Stored data entries:
^^^^
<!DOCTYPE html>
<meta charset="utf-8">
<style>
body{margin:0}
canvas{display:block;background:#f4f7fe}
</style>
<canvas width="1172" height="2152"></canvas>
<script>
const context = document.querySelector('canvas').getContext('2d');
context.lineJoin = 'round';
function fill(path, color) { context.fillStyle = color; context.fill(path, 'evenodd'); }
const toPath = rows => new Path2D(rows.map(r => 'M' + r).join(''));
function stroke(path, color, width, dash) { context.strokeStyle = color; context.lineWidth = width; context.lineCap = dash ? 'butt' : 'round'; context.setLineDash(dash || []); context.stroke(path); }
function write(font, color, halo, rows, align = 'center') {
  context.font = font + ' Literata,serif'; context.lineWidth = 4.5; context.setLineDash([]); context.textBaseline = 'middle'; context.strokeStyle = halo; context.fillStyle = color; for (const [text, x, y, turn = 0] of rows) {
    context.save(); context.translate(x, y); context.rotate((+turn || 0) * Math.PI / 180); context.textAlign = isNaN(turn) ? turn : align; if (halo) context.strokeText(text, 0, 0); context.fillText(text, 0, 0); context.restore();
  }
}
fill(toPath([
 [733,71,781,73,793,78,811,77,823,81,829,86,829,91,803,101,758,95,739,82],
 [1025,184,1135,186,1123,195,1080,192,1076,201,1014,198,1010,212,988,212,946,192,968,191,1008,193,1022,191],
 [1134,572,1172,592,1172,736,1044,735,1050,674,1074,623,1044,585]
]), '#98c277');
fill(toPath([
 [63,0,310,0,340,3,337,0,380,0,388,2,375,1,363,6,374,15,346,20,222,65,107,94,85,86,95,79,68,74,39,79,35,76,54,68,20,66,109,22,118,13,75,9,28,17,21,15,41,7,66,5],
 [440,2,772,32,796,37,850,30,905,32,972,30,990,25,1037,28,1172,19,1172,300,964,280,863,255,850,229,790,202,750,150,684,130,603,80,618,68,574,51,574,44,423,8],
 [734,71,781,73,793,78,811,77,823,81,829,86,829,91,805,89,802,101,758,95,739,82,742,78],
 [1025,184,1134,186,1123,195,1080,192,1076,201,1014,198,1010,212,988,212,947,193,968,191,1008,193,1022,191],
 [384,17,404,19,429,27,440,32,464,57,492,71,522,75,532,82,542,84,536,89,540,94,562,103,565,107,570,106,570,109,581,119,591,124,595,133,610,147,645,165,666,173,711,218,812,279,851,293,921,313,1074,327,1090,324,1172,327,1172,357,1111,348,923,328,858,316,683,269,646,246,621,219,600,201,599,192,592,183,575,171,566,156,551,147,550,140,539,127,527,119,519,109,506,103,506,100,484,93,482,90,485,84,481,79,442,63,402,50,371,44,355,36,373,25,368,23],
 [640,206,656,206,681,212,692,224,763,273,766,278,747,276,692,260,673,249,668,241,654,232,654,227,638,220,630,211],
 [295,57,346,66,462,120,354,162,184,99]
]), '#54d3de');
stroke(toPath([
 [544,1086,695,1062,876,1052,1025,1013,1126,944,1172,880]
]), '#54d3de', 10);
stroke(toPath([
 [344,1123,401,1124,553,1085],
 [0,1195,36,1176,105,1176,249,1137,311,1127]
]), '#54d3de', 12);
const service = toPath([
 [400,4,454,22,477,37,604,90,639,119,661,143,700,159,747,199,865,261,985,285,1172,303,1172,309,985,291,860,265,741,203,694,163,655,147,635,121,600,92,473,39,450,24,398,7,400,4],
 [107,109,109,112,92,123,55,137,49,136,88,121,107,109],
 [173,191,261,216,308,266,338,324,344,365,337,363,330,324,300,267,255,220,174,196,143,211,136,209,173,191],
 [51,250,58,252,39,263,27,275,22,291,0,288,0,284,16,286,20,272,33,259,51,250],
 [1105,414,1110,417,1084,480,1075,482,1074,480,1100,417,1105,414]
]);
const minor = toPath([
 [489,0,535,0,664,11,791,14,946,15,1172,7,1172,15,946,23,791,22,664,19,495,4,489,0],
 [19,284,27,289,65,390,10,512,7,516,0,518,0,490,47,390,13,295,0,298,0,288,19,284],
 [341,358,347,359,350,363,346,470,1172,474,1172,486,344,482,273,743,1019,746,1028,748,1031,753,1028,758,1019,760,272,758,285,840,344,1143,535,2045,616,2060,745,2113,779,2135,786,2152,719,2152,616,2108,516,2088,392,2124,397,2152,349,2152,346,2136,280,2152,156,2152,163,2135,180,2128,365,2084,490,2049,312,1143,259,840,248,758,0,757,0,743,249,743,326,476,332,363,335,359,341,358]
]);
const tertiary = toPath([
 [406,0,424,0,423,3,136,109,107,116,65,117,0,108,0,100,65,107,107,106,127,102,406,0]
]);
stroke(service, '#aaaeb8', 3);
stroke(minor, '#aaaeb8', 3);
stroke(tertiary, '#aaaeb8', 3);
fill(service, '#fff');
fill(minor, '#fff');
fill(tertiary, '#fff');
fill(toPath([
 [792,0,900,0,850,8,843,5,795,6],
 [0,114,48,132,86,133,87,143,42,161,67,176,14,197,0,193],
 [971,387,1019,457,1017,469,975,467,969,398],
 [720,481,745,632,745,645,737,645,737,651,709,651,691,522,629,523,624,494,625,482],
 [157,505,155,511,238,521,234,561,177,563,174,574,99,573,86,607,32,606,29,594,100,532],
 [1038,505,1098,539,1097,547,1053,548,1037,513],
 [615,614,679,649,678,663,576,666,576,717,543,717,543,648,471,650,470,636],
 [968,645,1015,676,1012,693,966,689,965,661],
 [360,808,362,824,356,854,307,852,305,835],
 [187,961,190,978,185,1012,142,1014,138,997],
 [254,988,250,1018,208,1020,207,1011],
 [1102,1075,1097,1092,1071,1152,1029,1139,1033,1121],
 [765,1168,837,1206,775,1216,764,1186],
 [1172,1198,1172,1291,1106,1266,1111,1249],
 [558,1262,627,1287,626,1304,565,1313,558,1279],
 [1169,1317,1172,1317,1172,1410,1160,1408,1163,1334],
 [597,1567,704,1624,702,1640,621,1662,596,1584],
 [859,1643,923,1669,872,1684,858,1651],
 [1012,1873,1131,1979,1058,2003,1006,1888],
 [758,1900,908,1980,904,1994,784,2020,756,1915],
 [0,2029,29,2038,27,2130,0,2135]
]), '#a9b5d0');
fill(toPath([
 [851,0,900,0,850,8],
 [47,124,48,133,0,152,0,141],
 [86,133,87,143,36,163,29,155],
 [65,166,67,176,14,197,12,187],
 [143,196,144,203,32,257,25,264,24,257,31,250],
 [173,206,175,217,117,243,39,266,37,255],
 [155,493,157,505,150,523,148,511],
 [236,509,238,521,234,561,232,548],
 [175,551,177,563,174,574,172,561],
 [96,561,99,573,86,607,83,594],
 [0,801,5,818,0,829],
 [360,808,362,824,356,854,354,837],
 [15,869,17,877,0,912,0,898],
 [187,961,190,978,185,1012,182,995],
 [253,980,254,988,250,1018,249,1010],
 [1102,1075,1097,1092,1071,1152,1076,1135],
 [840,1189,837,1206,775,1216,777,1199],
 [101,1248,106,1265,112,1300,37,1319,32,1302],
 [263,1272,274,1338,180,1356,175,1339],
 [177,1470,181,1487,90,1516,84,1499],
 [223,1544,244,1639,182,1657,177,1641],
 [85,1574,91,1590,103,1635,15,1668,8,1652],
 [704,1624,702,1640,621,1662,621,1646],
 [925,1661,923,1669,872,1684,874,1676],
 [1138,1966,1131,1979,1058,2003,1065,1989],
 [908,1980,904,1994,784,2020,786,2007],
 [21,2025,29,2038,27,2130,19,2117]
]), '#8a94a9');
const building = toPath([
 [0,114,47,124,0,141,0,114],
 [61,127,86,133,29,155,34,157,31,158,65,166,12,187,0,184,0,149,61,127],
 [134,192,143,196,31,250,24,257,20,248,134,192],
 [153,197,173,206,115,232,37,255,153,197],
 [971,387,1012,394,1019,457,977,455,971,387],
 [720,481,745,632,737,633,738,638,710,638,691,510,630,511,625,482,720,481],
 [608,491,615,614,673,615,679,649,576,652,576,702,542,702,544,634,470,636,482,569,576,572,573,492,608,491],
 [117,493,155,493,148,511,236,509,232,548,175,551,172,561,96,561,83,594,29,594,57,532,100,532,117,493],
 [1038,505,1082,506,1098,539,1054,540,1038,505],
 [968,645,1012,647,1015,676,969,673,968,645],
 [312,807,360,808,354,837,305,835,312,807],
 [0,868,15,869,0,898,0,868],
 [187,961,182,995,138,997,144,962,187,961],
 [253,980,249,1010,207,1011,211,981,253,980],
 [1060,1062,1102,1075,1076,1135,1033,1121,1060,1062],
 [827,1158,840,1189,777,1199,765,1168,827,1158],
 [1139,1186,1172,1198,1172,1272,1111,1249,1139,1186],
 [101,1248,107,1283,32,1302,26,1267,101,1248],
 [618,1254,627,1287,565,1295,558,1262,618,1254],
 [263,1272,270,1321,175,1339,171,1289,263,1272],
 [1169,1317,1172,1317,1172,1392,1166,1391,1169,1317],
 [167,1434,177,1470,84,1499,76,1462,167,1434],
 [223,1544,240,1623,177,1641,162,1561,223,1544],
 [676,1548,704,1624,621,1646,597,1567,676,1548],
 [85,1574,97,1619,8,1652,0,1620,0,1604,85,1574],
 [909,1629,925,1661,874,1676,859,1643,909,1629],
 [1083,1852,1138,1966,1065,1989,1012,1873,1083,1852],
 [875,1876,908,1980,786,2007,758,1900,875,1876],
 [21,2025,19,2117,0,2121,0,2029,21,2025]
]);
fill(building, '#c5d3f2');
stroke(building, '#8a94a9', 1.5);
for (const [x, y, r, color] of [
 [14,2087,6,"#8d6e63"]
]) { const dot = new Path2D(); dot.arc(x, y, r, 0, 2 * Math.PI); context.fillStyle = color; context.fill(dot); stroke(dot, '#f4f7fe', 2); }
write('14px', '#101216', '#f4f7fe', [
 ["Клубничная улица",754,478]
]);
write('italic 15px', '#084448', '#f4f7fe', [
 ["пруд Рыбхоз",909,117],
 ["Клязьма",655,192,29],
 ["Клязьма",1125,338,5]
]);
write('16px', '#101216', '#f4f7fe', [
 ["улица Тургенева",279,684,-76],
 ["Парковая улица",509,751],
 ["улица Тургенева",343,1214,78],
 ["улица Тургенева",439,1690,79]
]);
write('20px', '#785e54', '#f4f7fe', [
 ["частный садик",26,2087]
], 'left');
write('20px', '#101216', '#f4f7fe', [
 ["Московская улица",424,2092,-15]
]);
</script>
^^^^
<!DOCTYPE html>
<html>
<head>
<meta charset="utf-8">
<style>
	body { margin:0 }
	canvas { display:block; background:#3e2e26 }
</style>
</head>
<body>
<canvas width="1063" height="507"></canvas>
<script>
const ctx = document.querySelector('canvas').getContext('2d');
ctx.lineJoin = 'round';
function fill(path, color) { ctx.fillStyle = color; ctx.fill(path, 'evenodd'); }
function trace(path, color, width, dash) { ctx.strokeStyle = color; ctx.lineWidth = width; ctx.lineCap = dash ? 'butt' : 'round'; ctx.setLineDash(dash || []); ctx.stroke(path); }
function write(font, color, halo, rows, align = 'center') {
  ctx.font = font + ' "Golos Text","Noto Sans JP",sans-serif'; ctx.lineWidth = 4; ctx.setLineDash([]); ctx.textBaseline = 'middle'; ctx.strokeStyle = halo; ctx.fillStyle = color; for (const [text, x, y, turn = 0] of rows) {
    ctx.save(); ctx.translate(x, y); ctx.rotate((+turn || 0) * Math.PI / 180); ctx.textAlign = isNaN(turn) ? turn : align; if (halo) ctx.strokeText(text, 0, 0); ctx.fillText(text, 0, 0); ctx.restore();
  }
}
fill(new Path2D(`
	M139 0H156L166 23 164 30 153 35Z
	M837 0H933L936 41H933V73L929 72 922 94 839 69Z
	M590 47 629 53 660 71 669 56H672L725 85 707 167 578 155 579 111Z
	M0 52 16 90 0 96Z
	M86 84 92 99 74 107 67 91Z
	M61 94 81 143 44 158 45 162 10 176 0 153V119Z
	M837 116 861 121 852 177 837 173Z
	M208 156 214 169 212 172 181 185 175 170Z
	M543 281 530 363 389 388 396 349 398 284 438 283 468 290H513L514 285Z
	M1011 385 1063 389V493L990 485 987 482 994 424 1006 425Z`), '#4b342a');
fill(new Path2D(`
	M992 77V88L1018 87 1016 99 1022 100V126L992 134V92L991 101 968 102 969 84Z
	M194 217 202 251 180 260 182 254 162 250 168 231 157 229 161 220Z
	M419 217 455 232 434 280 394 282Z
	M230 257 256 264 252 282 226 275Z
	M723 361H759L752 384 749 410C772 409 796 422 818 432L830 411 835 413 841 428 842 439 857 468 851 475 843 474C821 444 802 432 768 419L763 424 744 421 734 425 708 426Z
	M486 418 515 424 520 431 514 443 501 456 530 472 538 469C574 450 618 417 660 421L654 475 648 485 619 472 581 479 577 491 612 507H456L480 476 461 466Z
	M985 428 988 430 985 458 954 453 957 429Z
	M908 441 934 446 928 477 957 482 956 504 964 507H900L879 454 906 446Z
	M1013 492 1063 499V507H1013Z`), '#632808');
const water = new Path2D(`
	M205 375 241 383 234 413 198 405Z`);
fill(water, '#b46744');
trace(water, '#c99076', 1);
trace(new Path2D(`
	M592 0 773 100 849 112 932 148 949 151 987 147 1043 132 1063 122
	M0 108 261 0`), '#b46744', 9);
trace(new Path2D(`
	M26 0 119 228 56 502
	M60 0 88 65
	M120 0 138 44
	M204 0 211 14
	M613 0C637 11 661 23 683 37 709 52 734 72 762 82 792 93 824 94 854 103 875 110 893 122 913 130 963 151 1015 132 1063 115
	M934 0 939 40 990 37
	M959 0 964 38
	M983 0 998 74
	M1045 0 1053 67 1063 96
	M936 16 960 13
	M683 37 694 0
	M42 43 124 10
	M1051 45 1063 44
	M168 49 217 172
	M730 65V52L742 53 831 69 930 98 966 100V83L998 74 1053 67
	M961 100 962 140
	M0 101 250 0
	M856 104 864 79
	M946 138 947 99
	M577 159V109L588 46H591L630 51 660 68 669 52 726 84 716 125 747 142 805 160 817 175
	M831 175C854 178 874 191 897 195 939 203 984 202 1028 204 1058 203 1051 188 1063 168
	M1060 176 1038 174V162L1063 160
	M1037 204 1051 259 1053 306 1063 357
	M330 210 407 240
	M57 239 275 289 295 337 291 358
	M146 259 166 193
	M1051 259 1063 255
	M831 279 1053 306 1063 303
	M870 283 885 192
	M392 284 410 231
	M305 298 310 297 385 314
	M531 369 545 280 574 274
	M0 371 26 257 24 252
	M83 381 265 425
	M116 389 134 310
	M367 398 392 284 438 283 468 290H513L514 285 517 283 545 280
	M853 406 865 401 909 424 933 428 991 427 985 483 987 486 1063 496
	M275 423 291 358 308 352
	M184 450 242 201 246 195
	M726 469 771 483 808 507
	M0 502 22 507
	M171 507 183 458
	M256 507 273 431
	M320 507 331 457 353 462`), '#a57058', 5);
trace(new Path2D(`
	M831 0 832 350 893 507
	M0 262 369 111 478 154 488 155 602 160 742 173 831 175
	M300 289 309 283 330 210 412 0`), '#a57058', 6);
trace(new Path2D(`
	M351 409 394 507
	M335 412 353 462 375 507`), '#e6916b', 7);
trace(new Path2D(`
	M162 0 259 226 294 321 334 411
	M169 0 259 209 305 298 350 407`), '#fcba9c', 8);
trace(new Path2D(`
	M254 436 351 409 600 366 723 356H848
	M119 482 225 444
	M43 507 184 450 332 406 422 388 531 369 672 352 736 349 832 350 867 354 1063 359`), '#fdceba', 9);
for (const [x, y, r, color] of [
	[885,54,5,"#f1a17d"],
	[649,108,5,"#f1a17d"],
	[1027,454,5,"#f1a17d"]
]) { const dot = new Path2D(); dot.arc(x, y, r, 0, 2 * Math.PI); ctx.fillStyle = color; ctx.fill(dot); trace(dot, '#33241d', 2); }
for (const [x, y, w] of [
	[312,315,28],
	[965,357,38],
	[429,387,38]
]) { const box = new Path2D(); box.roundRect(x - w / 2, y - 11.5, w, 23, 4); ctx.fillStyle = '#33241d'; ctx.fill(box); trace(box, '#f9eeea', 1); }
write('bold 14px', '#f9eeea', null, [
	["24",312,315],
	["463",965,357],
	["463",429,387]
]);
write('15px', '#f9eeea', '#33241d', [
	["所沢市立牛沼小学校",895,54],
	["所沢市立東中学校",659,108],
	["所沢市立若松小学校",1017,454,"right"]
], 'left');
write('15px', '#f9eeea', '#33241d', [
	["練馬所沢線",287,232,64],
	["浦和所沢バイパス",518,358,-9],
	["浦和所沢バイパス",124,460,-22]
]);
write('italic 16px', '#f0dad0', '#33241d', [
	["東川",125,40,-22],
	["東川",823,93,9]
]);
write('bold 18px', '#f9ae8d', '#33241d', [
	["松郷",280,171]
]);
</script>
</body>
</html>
^^^^
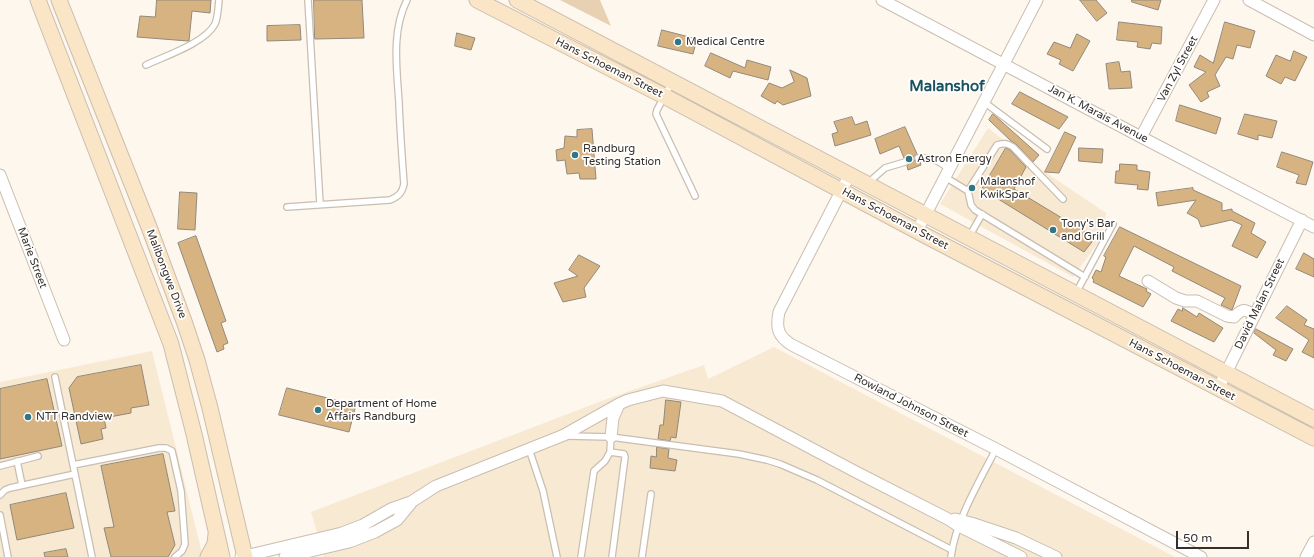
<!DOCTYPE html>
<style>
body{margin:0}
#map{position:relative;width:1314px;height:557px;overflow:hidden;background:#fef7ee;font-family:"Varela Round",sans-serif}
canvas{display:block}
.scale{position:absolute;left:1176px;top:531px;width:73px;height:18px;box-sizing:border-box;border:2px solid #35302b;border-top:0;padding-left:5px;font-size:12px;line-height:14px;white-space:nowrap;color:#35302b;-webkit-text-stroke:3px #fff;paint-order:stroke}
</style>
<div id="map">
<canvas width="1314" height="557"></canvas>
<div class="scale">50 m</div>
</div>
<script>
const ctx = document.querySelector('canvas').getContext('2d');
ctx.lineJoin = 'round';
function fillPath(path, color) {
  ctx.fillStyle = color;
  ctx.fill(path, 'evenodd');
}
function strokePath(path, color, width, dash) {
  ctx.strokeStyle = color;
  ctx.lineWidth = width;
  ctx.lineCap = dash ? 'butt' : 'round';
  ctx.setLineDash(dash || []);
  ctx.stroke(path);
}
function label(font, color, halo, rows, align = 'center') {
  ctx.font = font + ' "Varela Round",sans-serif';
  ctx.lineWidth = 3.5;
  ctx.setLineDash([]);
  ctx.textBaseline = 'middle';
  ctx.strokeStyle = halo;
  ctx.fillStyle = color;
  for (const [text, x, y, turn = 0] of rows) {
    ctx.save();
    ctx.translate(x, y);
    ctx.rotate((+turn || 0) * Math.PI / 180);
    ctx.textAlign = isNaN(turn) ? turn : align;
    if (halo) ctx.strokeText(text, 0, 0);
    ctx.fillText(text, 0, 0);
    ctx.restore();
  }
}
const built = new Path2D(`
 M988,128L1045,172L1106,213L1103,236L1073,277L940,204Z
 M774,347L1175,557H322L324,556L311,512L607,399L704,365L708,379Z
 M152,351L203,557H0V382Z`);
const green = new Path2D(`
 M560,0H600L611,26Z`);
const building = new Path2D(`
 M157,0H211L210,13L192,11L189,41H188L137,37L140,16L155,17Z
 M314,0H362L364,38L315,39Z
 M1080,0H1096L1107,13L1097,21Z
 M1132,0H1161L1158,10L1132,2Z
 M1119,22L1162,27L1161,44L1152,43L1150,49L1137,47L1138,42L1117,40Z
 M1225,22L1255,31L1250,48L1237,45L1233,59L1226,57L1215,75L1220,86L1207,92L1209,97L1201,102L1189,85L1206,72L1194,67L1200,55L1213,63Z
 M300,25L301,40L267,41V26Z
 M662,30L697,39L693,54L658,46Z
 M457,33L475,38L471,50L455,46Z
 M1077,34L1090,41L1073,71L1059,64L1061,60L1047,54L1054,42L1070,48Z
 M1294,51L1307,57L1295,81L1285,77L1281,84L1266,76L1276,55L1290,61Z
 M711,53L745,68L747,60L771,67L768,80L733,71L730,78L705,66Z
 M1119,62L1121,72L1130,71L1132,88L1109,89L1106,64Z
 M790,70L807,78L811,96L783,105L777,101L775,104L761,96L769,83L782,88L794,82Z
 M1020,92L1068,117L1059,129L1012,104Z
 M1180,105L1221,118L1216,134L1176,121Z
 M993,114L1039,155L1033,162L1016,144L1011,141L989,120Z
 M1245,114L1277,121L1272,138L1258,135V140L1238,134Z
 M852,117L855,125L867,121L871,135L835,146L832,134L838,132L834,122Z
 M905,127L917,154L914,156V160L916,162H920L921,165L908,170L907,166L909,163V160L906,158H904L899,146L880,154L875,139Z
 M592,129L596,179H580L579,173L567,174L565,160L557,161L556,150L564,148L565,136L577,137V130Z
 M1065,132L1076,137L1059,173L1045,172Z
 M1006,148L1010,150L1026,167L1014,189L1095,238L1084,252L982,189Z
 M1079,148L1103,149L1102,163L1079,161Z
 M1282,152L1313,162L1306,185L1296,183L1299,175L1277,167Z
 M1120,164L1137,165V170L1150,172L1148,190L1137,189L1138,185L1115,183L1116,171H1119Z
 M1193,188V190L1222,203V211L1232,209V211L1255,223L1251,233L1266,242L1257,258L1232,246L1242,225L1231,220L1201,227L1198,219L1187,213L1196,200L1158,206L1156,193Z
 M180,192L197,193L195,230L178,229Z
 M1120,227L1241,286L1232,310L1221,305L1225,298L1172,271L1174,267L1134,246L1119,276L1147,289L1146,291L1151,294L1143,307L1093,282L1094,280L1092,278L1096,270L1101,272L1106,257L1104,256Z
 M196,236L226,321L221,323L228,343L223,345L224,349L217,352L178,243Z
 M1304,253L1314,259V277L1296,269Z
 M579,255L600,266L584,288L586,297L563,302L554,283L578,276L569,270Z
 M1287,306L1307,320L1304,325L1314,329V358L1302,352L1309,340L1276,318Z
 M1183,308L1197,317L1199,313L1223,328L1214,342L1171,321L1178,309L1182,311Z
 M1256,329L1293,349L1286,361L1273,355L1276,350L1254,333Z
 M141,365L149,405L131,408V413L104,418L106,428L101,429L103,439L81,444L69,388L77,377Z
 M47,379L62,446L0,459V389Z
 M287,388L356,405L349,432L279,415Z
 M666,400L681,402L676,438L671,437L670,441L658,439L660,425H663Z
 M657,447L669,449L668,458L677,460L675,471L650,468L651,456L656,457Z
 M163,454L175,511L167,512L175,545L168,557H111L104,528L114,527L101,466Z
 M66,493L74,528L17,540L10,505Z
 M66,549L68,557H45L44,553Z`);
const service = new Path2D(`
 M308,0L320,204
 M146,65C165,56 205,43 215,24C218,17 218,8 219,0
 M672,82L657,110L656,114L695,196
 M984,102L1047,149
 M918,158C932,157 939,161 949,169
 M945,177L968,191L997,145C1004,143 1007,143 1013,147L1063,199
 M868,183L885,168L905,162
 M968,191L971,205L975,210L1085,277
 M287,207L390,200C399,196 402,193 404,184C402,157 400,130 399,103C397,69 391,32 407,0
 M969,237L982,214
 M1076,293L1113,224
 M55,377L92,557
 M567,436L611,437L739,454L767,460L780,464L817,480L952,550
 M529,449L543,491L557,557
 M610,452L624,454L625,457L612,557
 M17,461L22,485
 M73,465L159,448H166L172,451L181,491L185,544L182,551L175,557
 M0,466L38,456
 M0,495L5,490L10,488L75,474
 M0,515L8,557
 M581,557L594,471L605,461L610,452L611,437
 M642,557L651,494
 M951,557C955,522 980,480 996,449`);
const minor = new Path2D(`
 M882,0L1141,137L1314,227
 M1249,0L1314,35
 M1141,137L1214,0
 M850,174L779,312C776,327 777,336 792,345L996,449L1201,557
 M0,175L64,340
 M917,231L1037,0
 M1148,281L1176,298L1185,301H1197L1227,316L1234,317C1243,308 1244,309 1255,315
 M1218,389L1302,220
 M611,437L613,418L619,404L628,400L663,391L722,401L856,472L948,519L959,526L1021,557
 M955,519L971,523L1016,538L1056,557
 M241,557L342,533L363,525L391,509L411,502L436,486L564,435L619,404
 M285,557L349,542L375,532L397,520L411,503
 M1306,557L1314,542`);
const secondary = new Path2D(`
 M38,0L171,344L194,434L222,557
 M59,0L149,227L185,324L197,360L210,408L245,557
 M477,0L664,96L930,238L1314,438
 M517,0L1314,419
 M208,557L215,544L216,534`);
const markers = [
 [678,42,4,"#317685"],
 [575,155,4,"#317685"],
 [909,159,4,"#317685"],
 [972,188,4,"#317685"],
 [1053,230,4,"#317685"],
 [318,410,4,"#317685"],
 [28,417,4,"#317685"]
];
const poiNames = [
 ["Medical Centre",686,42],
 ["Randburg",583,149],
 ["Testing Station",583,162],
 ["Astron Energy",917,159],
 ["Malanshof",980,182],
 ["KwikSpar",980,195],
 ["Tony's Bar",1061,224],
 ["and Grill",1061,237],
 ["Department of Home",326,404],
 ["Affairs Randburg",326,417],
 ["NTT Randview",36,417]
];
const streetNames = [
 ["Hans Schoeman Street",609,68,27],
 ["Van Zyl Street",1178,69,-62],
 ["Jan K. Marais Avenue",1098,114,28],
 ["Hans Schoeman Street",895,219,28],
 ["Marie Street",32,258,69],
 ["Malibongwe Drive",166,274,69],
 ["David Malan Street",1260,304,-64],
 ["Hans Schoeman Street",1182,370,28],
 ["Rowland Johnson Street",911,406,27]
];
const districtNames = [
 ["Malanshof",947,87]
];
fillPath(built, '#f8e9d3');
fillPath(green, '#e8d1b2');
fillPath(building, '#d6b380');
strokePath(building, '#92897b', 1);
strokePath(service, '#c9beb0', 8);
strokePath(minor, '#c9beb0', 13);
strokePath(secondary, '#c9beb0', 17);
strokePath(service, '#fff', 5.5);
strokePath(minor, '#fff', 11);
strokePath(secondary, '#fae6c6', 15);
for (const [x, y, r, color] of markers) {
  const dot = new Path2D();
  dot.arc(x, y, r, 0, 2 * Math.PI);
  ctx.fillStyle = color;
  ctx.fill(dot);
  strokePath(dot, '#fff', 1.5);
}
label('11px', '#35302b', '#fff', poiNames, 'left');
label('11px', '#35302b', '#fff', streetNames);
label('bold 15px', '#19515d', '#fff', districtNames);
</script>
^^^^
Problem requirements:
Which of the lines above carry the string "scale"? Copy every one.

Answer for this exercise:
.scale{position:absolute;left:1176px;top:531px;width:73px;height:18px;box-sizing:border-box;border:2px solid #35302b;border-top:0;padding-left:5px;font-size:12px;line-height:14px;white-space:nowrap;color:#35302b;-webkit-text-stroke:3px #fff;paint-order:stroke}
<div class="scale">50 m</div>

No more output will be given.